The Aquila Re I 2023-1 catastrophe bond is designed to provide Nationwide Mutual and subsidiaries including auto insurer Titan Insurance Company, with reinsurance protection against losses from multiple U.S. perils, including U.S. named storm, earthquake, severe thunderstorm, winter storm, wildfire, meteorite impact, and volcanic eruption, we’re told.
The coverage is expected to be provided across three layers of notes issued, with each structured on an indemnity trigger and per-occurrence basis, to provide Nationwide reinsurance across a three-year term to the end of May 2026.
Each of the tranches of notes are currently $50 million in size, we understand, but with ample room to grow should demand from cat bond investors allow and pricing be conducive, it seems.
A Class A tranche of notes would attach at $3.15 billion of losses to Nationwide, covering a percentage of losses to $3.4 billion.
That gives the Class A notes an initial attachment probability of 0.41%, an initial base expected loss of 0.37% and we’re told the price guidance for this tranche is between 5.75% and 6.5%.
A Class B tranche of notes would attach at $1.95 billion of losses to Nationwide, covering a percentage of losses to $2.35 billion.

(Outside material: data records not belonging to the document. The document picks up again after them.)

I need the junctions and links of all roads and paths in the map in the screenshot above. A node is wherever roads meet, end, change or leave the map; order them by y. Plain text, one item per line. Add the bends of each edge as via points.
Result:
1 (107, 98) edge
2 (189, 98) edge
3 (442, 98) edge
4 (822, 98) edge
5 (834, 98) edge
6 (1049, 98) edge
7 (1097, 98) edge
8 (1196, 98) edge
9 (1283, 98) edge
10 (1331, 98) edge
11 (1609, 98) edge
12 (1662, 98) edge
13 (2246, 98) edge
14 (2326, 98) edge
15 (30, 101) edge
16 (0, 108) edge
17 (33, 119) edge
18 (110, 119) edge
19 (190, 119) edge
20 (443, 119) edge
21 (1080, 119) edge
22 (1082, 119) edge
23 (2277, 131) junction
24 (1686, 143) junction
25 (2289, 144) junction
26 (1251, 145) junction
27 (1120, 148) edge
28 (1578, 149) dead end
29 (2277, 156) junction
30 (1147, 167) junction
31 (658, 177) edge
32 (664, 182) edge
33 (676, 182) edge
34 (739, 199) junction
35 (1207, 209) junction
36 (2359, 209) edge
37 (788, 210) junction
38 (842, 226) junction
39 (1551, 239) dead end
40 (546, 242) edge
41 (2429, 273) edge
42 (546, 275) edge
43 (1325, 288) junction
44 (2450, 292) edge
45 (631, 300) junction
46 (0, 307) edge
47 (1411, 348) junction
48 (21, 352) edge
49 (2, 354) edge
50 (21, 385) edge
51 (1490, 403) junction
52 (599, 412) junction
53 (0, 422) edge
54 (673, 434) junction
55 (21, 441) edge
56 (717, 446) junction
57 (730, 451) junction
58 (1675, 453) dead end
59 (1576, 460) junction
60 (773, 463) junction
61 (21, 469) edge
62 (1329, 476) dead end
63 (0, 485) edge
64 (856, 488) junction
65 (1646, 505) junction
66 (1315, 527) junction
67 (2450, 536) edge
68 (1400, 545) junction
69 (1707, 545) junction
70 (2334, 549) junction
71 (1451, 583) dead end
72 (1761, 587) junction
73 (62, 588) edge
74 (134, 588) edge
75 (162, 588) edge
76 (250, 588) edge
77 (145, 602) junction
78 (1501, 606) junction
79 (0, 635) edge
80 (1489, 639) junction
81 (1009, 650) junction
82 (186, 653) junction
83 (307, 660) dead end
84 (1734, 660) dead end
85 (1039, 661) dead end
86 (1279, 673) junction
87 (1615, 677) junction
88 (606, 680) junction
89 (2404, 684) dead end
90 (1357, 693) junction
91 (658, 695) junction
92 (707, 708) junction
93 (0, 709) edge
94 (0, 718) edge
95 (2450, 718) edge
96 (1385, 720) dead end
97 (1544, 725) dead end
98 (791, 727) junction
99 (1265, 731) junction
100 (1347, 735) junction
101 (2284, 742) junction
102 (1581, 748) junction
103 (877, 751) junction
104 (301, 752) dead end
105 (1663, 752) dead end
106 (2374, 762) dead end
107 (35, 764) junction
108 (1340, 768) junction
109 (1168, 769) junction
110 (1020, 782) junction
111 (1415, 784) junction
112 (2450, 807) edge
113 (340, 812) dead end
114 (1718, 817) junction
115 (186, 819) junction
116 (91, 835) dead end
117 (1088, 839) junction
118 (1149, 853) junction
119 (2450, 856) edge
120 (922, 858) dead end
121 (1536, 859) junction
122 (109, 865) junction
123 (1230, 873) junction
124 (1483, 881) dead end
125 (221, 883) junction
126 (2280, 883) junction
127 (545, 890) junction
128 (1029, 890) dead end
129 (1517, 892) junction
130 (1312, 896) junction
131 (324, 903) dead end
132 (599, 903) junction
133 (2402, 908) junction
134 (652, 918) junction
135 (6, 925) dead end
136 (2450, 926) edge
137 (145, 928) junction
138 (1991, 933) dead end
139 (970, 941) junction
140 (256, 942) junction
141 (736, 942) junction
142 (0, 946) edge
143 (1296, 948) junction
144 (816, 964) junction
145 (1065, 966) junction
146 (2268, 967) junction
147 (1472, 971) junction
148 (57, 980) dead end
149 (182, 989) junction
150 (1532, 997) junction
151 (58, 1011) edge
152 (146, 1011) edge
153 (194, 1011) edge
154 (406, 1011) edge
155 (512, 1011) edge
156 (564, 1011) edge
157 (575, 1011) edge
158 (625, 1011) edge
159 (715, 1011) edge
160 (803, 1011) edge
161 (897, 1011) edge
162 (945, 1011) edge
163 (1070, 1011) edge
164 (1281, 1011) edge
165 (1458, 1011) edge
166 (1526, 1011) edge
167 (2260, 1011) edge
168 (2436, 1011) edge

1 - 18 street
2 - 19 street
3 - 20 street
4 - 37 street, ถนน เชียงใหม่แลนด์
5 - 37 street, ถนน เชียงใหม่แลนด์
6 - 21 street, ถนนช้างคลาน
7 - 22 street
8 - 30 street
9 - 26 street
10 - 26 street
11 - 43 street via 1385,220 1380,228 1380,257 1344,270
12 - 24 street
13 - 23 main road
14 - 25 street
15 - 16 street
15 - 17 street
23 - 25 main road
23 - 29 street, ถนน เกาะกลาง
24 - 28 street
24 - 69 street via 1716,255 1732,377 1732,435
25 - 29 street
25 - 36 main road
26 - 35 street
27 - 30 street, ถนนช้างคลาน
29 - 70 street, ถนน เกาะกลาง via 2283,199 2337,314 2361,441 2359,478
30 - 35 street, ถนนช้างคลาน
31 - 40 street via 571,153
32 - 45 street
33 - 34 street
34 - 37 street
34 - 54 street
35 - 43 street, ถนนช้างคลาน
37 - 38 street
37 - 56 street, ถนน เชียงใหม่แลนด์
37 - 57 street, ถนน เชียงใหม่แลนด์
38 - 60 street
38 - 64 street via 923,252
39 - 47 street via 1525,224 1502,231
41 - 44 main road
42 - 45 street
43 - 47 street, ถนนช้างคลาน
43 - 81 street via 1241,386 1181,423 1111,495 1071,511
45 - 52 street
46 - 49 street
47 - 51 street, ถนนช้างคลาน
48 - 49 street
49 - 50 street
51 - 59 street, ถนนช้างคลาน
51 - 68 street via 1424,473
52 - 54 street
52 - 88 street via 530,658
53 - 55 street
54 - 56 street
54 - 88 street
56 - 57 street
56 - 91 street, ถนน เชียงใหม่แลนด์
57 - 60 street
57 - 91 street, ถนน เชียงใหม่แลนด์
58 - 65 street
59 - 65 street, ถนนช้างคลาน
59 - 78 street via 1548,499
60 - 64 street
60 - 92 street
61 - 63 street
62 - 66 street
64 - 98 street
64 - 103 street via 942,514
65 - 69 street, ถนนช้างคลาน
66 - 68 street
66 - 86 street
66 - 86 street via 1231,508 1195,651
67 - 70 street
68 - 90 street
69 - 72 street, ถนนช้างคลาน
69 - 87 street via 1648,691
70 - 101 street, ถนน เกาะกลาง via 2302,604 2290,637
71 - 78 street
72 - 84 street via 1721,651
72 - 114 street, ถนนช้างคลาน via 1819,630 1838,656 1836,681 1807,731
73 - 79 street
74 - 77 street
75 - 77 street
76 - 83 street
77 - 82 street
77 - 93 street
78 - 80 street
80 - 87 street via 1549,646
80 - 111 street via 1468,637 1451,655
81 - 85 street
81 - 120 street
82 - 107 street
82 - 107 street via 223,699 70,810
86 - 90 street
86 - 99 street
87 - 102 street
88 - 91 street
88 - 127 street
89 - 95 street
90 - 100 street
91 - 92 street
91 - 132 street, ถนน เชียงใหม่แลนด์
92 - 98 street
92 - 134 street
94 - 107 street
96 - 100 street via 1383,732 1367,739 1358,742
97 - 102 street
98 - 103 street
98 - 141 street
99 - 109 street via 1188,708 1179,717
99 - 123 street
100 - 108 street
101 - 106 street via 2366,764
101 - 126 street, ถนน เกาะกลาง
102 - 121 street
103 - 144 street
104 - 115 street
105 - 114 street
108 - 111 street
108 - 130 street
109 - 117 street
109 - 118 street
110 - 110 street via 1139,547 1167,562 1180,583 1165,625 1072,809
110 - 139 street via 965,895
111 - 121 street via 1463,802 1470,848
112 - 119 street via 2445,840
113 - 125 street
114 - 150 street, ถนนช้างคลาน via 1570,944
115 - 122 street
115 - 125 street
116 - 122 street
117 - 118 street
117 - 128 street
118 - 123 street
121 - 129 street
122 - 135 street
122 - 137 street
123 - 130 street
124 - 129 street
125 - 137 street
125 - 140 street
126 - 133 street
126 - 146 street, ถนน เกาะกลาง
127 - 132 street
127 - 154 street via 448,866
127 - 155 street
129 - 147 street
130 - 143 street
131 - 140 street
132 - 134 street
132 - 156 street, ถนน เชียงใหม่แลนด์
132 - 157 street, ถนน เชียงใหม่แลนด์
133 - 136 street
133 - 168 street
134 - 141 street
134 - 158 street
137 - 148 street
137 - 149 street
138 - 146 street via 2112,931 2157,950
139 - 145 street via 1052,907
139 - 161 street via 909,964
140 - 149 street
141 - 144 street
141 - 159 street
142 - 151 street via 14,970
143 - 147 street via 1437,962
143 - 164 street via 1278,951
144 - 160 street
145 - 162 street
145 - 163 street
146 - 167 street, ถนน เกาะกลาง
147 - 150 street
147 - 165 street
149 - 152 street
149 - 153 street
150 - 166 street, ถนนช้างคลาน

The riskier Class B notes come with an initial attachment probability of 1.27%, an initial base expected loss of 1.03% and we’re told the price guidance for this tranche is between 8% to 8.75%.
Finally, the riskiest layer, a Class C tranche of notes, have an attachment point lower down still at $1.55 billion of losses to Nationwide, covering a percentage of losses to $1.95 billion, so sitting directly below Class B.
As a result, the Class C notes will have an initial attachment probability of 1.93%, an initial base expected loss of 1.57% and we’re told the price guidance for this tranche is between 9.75% and 10.5%.
Update 1:
We understand that the target size for this Aquila Re I catastrophe bond has doubled to now provide $300 million of protection to Nationwide, while at the same time all three tranches of notes look like they could price at lower than guidance levels.
The Class A tranche of notes are still targeted at $50 million in size, the only layer not to have grown. The Class A notes have an initial base expected loss of 0.37% and were first offered with price guidance of between 5.75% and 6.5%, but we’re now told that spread guidance has been lowered to 5.25% to 5.75%.
The Class B tranche of notes are now targeted at $125 million in size. These notes have an initial base expected loss of 1.03% and were offered with price guidance of 8% to 8.75%, but that has also been reduced to 7.5% to 8%, we’re told.
Finally, the riskiest Class C tranche of notes have also grown to $125 million in size. These notes have an initial base expected loss of 1.57% and were offered with initial price guidance of 9.75% to 10.5%, which has also been lowered to 9.25% to 9.75%, we understand.
Update 2:
This new Aquila Re I catastrophe bond issuance has now secured the upsized $300 million of protection for sposnor Nationwide Mutual.
The Class A tranche of notes settled at $50 million in size, with pricing finalised below-guidance at 5.25%.
The Class B tranche of notes settled at $125 million in size, again with pricing finalised below-guidance at 7.5%.
Finally, the riskiest Class C tranche of notes settled at $125 million in size, with their pricing also finalised below-guidance at 9.25%.